Spectral fitting was validated against that performed with a commonly-used spectral fitting software package – ACD/NMR
Processor v 12.01 (Advanced Chemistry Development Inc).

Metabolic fitting was validated by simulating (with
tcaSIM) glutamate ^{13}C-NMR multiplet intensities over a range of metabolic conditions and
then fitting the simulated data with tcaCALC.### Results

Figure 2 provides an example of spectral fitting of the
glutamate C3 doublet and pseudo-triplet with tcaCALC. Detailed illustrations of
the spectral fitting module’s performance will be given at the formal
presentation.

Figure 3 illustrates the performance of tcaCALC's metabolic
model fitting module. Glutamate ^{13}C-NMR multiplets were used for this illustration
because isotopic metabolic tracing experiments typically produce substantial amounts of this ^{13}C-enriched product. For this illustration tcaSIM was used to simulate 8745 ^{13}C
glutamate spectra (15 glutamate multiplets per spectrum) that would be produced
in hypothetical experiments in which uniformly ^{13}C-enriched lactate having an
exactly known enrichment of 0.9 was provided as a substrate to metabolic systems operating over a range of metabolic conditions (0.0 < PDH < 1.0, 0.0 < Ypc, Ys,
PK < 5.0).
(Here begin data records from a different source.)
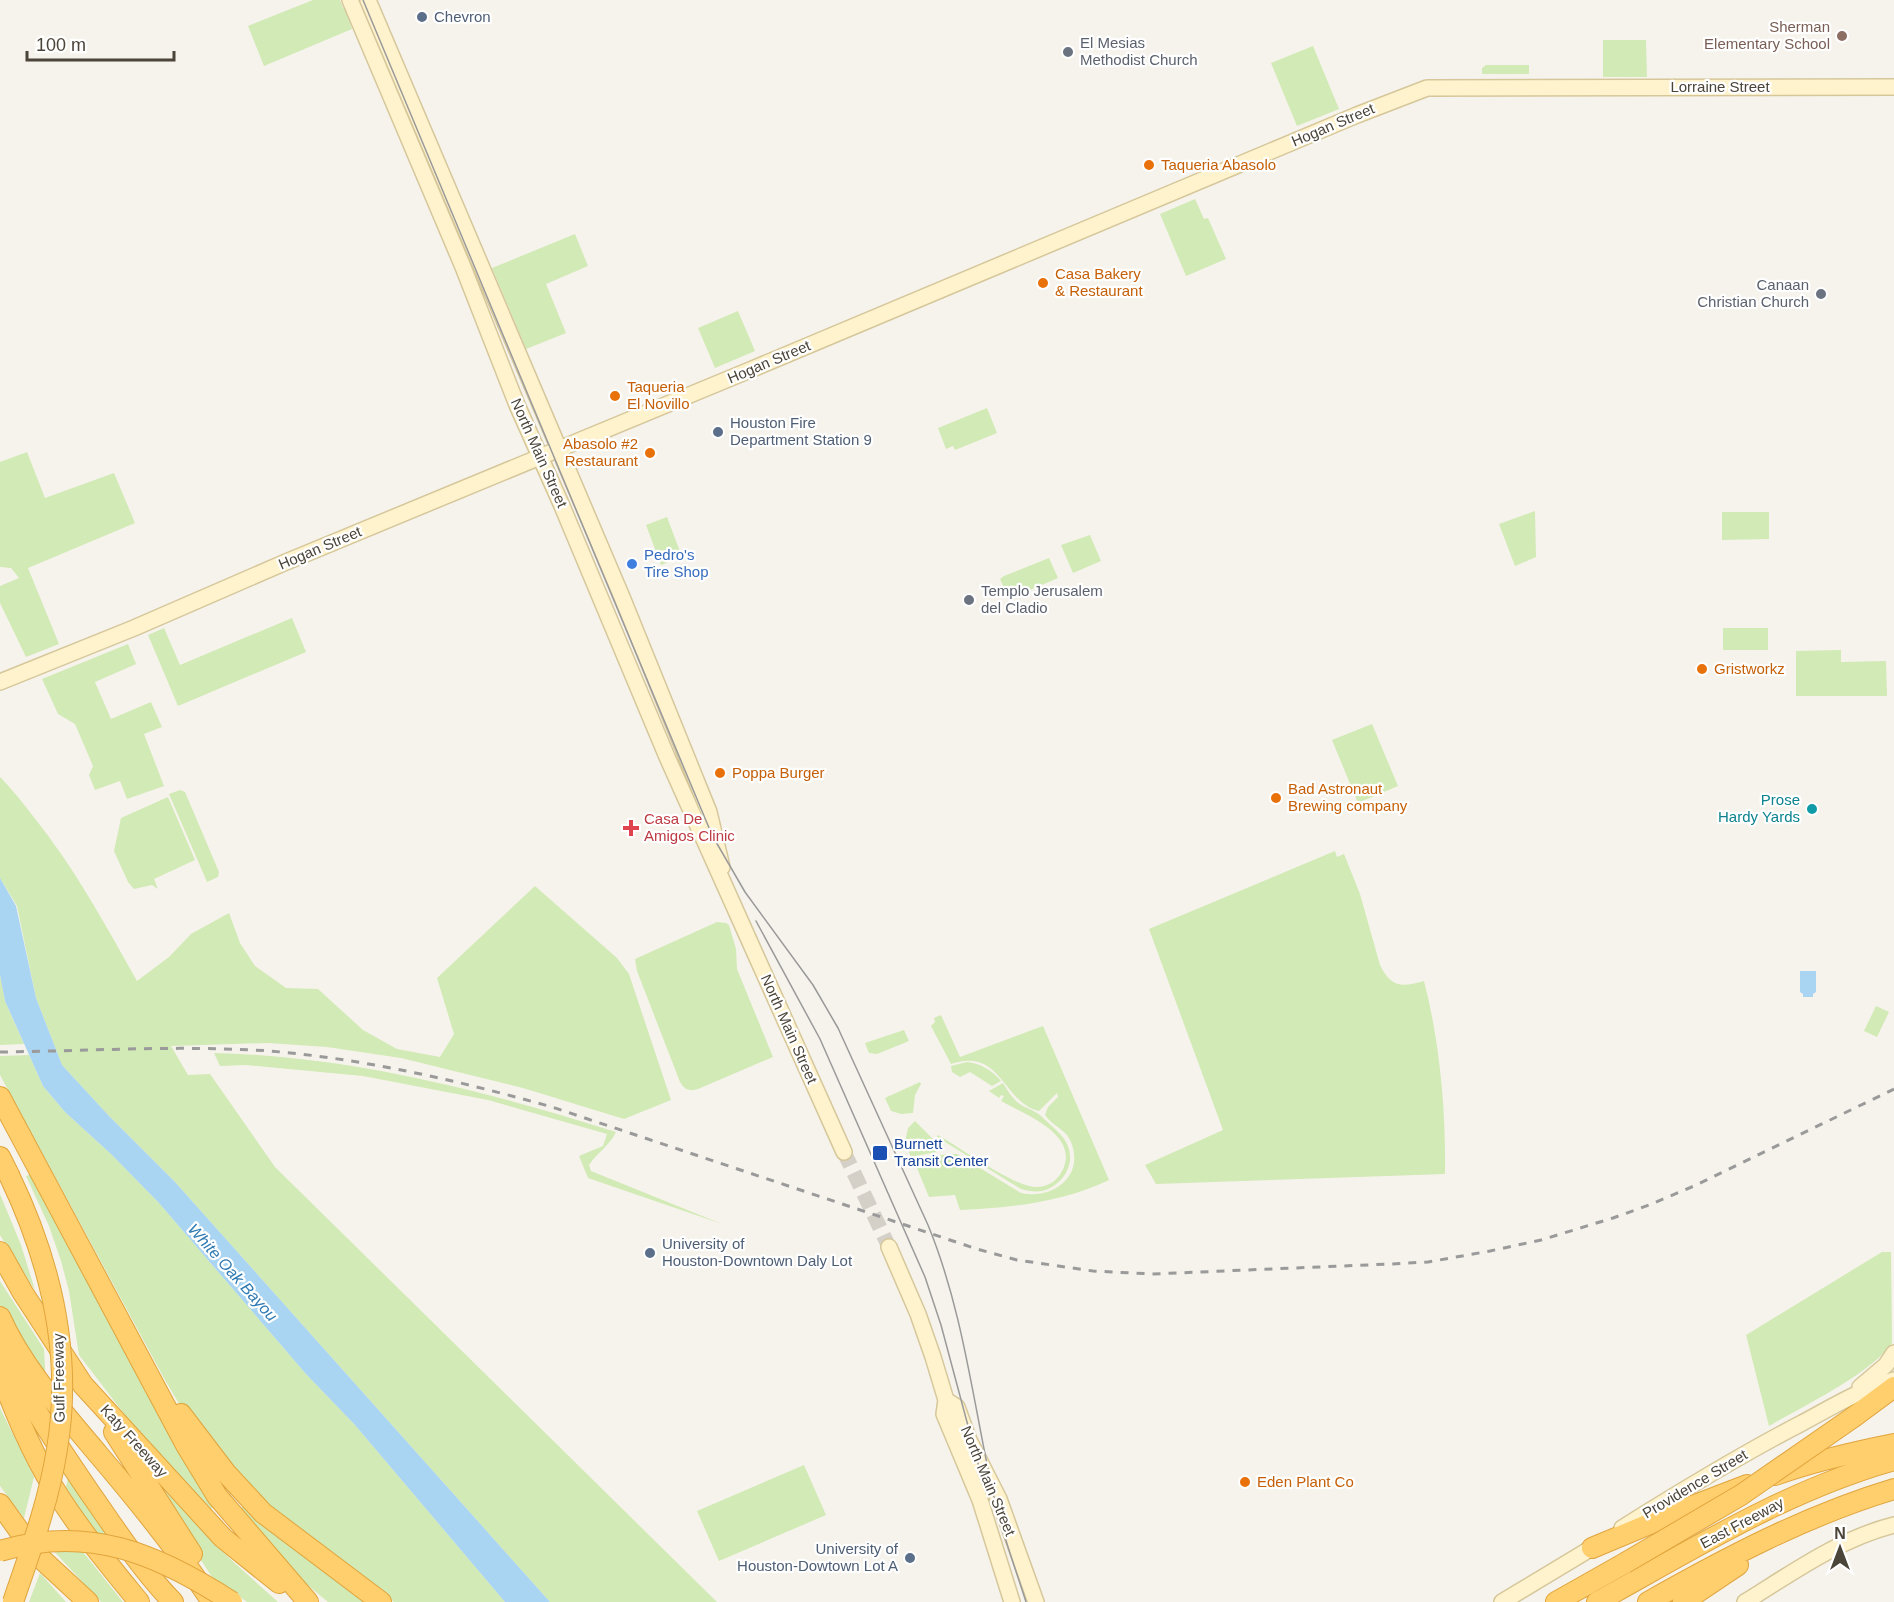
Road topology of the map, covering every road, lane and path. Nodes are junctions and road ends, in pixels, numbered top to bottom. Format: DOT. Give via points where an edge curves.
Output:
graph roads {
  1 [pos="350,0"];
  2 [pos="368,0"];
  3 [pos="1894,87"];
  4 [pos="1547,88"];
  5 [pos="558,449"];
  6 [pos="540,457"];
  7 [pos="0,681"];
  8 [pos="733,905"];
  9 [pos="0,1097"];
  10 [pos="844,1152"];
  11 [pos="5,1166"];
  12 [pos="889,1247"];
  13 [pos="0,1252"];
  14 [pos="0,1317"];
  15 [pos="0,1337"];
  16 [pos="129,1338"];
  17 [pos="1894,1353"];
  18 [pos="0,1373"];
  19 [pos="1894,1380"];
  20 [pos="83,1385"];
  21 [pos="1894,1387"];
  22 [pos="1850,1396"];
  23 [pos="946,1400"];
  24 [pos="1894,1444"];
  25 [pos="1894,1460"];
  26 [pos="1894,1489"];
  27 [pos="0,1504"];
  28 [pos="1802,1523"];
  29 [pos="1894,1525"];
  30 [pos="1592,1548"];
  31 [pos="0,1551"];
  32 [pos="104,1559"];
  33 [pos="66,1583"];
  34 [pos="13,1602"];
  35 [pos="80,1602"];
  36 [pos="88,1602"];
  37 [pos="139,1602"];
  38 [pos="150,1602"];
  39 [pos="173,1602"];
  40 [pos="212,1602"];
  41 [pos="224,1602"];
  42 [pos="232,1602"];
  43 [pos="302,1602"];
  44 [pos="308,1602"];
  45 [pos="381,1602"];
  46 [pos="1012,1602"];
  47 [pos="1036,1602"];
  48 [pos="1502,1602"];
  49 [pos="1556,1602"];
  50 [pos="1596,1602"];
  51 [pos="1647,1602"];
  52 [pos="1683,1602"];
  53 [pos="1745,1602"];
  1 -- 6 [label="main road, North Main Street"];
  2 -- 5 [label="main road, North Main Street"];
  3 -- 4 [label="main road, Lorraine Street"];
  4 -- 5 [label="main road, Hogan Street" via="1426,88"];
  5 -- 6 [label="main road, Hogan Street"];
  5 -- 8 [label="main road, North Main Street" via="709,812"];
  6 -- 7 [label="main road, Hogan Street"];
  6 -- 8 [label="main road, North Main Street"];
  8 -- 10 [label="main road, North Main Street"];
  9 -- 16 [label="highway"];
  11 -- 34 [label="highway, Gulf Freeway, bridge" via="45,1268 57,1320 62,1368 60,1430 53,1470"];
  12 -- 23 [label="main road, North Main Street" via="918,1314"];
  13 -- 20 [label="highway, Katy Freeway"];
  14 -- 40 [label="highway" via="38,1380 169,1541"];
  15 -- 39 [label="highway" via="20,1383 46,1426 142,1566"];
  16 -- 44 [label="highway" via="217,1496"];
  16 -- 45 [label="highway" via="192,1430 263,1513"];
  17 -- 22 [label="main road"];
  18 -- 32 [label="highway" via="47,1477"];
  19 -- 22 [label="main road, Providence Street"];
  20 -- 41 [label="highway"];
  20 -- 43 [label="highway, Katy Freeway" via="223,1538"];
  21 -- 49 [label="highway, bridge" via="1741,1495"];
  22 -- 30 [label="main road, Providence Street" via="1762,1444"];
  23 -- 46 [label="main road, North Main Street" via="944,1414 980,1500"];
  23 -- 47 [label="main road, North Main Street" via="957,1407 999,1499"];
  24 -- 30 [label="highway" via="1799,1467"];
  25 -- 50 [label="highway, East Freeway" via="1763,1510"];
  26 -- 28 [label="highway, East Freeway"];
  27 -- 33 [label="highway" via="36,1554"];
  28 -- 51 [label="highway, East Freeway"];
  28 -- 52 [label="highway"];
  29 -- 53 [label="main road" via="1850,1540"];
  30 -- 48 [label="main road, Providence Street"];
  31 -- 42 [label="highway, bridge" via="52,1540 106,1544 165,1564"];
  32 -- 37 [label="highway"];
  32 -- 38 [label="highway"];
  33 -- 35 [label="highway"];
  33 -- 36 [label="highway"];
}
The resulting simulated glutamate ^{13}C-NMR multiplets were then fitted to
each of candidate metabolic models using tcaCALC’s metabolic fitting module to produce estimates PDH, Ypc, Ys and PK. The Figure 3 plots show the distribution of PDH error
(PDH_{GroundTruth} – PDH_{BestFit}) as colored ‘clouds’ for
each of the ground truth metabolic models. The plots illustrate results when
fitting with only Model01, only Model02, only Model05, and only Model07 (bottom
to top). These results simulate the common practice of assuming that PK and/or
Ys are insignificant when lactate is used as a substrate and the primary study goal is to estimate PDH. Figure 3 (top) also illustrates the results of fitting
all 13 models and selecting which metabolic model best fits the glutamate ^{13}C-NMR multiplets. The
results illustrate that fitting to all candidate models and selecting
the best fit model shows superior performance (smaller and less frequent errors) with
regard to PDH estimation in comparison with arbitrary fitting with any
particular metabolic model. Further, it illustrates that use of fitting models
that have Ys and PK turned off can lead to significant error/bias in PDH
estimation in metabolic situations in which Ys and PK are actually active.
Further illustrations of error performance for Ypc, Ys and PK will be given at
the formal presentation.### Conclusion

tcaCALC has been developed as a tool that facilitates the
quantitative analysis of metabolic tracing studies that use ^{13}C
enriched substrate. The most recent version of tcaCALC includes novel features of 1) incorporating spectral fitting of J-coupled ^{13}C-NMR multiplets and 2) accommodating
possibility of complex metabolic situations in which PDH, Ypc, Ys and PK may be
active or inactive. The MATLAB source code and a compiled version is available to interested research teams.### Acknowledgements

Financial support from NIH/NIBIB P41 EB015908### References

Alger JR, Sherry AD, Malloy CR. tcaSIM: A simulation program for optimal design of 13C tracer experiments for analysis of metabolic flux by NMR and mass spectroscopy. Current Metabolomics 2018;6:176-187.